### Work order
Word for word, copy every line of the data.
▬▬▬▬▬▬
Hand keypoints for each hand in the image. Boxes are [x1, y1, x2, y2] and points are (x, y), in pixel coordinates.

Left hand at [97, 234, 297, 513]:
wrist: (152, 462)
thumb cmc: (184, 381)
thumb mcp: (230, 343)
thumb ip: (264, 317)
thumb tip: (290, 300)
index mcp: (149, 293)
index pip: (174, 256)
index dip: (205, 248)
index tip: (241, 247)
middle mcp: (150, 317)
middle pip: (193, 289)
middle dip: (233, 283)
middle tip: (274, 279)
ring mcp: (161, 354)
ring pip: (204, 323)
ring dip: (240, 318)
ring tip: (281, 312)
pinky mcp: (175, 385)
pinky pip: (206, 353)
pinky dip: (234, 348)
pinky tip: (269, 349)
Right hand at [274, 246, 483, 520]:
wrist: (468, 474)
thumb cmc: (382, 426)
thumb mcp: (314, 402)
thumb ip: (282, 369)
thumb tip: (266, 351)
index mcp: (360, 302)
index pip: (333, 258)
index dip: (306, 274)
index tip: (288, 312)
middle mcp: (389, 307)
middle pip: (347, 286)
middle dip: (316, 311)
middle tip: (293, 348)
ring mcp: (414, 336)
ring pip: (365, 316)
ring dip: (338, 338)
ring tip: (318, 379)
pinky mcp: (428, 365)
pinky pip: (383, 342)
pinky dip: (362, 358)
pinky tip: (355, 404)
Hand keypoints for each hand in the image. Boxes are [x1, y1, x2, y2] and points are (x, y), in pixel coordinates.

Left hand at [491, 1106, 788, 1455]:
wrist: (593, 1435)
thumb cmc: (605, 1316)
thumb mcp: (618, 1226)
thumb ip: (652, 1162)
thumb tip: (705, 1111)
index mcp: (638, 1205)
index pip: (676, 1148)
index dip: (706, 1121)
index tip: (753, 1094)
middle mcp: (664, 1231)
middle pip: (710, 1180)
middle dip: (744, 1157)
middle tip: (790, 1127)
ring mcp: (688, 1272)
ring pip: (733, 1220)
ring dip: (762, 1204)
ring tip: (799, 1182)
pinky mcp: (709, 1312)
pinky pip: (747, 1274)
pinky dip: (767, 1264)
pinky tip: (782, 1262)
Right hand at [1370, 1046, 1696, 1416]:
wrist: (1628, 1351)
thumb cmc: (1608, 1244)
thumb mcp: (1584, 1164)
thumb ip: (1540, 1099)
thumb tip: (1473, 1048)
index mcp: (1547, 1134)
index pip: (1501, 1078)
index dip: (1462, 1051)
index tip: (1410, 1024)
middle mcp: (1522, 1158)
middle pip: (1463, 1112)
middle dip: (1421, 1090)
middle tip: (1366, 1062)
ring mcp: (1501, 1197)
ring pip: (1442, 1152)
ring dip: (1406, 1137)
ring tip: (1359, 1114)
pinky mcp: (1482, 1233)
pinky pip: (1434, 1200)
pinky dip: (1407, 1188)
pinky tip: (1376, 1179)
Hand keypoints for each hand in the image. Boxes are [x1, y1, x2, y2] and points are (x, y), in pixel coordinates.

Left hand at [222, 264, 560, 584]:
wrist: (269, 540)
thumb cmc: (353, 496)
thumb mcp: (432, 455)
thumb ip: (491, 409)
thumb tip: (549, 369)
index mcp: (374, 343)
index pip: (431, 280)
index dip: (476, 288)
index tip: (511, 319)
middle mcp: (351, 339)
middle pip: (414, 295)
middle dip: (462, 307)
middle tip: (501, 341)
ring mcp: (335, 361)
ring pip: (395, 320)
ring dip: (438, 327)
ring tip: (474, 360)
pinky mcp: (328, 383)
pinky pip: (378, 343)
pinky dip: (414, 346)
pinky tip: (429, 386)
▬▬▬▬▬▬
### Response for this exercise
Hand keypoints for each hand in the image. Boxes are [x1, y1, x2, y2] and points are (x, y), in pixel coordinates.

Left hand at [97, 234, 297, 513]:
wrist: (152, 462)
thumb cmc: (184, 381)
thumb mcp: (230, 343)
thumb ip: (264, 317)
thumb tip: (290, 300)
index mcp: (149, 293)
index pip: (174, 256)
index dip: (205, 248)
index tip: (241, 247)
middle mcp: (150, 317)
middle pip: (193, 289)
middle dip: (233, 283)
middle tip: (274, 279)
ring mcp: (161, 354)
ring pip: (204, 323)
ring dip: (240, 318)
ring tip: (281, 312)
pinky mcp: (175, 385)
pinky pip: (206, 353)
pinky dip: (234, 348)
pinky tip: (269, 349)
Right hand at [274, 246, 483, 520]:
wrist: (468, 474)
thumb cmc: (382, 426)
thumb mcp: (314, 402)
thumb ip: (282, 369)
thumb tip: (266, 351)
index mcp: (360, 302)
index pip: (333, 258)
index dip: (306, 274)
index tip: (288, 312)
middle mcp: (389, 307)
middle pip: (347, 286)
middle dip: (316, 311)
middle tip: (293, 348)
ring mcp: (414, 336)
ring pip: (365, 316)
ring dip: (338, 338)
ring tip: (318, 379)
pinky mcp: (428, 365)
pinky pip: (383, 342)
pinky dip: (362, 358)
pinky tip: (355, 404)
Hand keypoints for each hand in the image. Boxes are [x1, y1, x2, y2] and points are (x, y), in pixel coordinates.

Left hand at [491, 1106, 788, 1455]:
wrist: (593, 1435)
thumb cmc: (605, 1316)
thumb mcp: (618, 1226)
thumb ip: (652, 1162)
thumb tip: (705, 1111)
index mcp: (638, 1205)
index pip: (676, 1148)
index dip: (706, 1121)
index tip: (753, 1094)
middle mcp: (664, 1231)
middle pip: (710, 1180)
middle dip: (744, 1157)
middle tip: (790, 1127)
ring mcp: (688, 1272)
ring pip: (733, 1220)
ring dip: (762, 1204)
ring tip: (799, 1182)
pinky mcp: (709, 1312)
pinky pip: (747, 1274)
pinky dip: (767, 1264)
pinky tip: (782, 1262)
Right hand at [1370, 1046, 1696, 1416]:
wrist: (1628, 1351)
thumb cmc: (1608, 1244)
thumb mcp: (1584, 1164)
thumb ip: (1540, 1099)
thumb tip: (1473, 1048)
index mcp: (1547, 1134)
index pip: (1501, 1078)
index dip: (1462, 1051)
index tip: (1410, 1024)
middle mcp: (1522, 1158)
middle pip: (1463, 1112)
middle dip: (1421, 1090)
middle tip: (1366, 1062)
ring mcp: (1501, 1197)
ring pip: (1442, 1152)
ring dip: (1406, 1137)
ring tip: (1359, 1114)
pinky mcp: (1482, 1233)
pinky pip: (1434, 1200)
pinky dip: (1407, 1188)
pinky tip: (1376, 1179)
Hand keypoints for each hand in the image. Boxes are [x1, y1, x2, y2] and points are (x, y), in pixel coordinates.

Left hand at [222, 264, 560, 584]:
wrist: (269, 540)
thumb cmc: (353, 496)
thumb mcp: (432, 455)
thumb ip: (491, 409)
thumb tip: (549, 369)
index mcp: (374, 343)
index pip: (431, 280)
index dip: (476, 288)
index tip: (511, 319)
middle mcp: (351, 339)
middle pip: (414, 295)
middle dip: (462, 307)
middle tip: (501, 341)
ring mcp: (335, 361)
ring pip: (395, 320)
ring dip: (438, 327)
ring tip: (474, 360)
pinky mcp: (328, 383)
pinky pip: (378, 343)
pinky dip: (414, 346)
pinky tip: (429, 386)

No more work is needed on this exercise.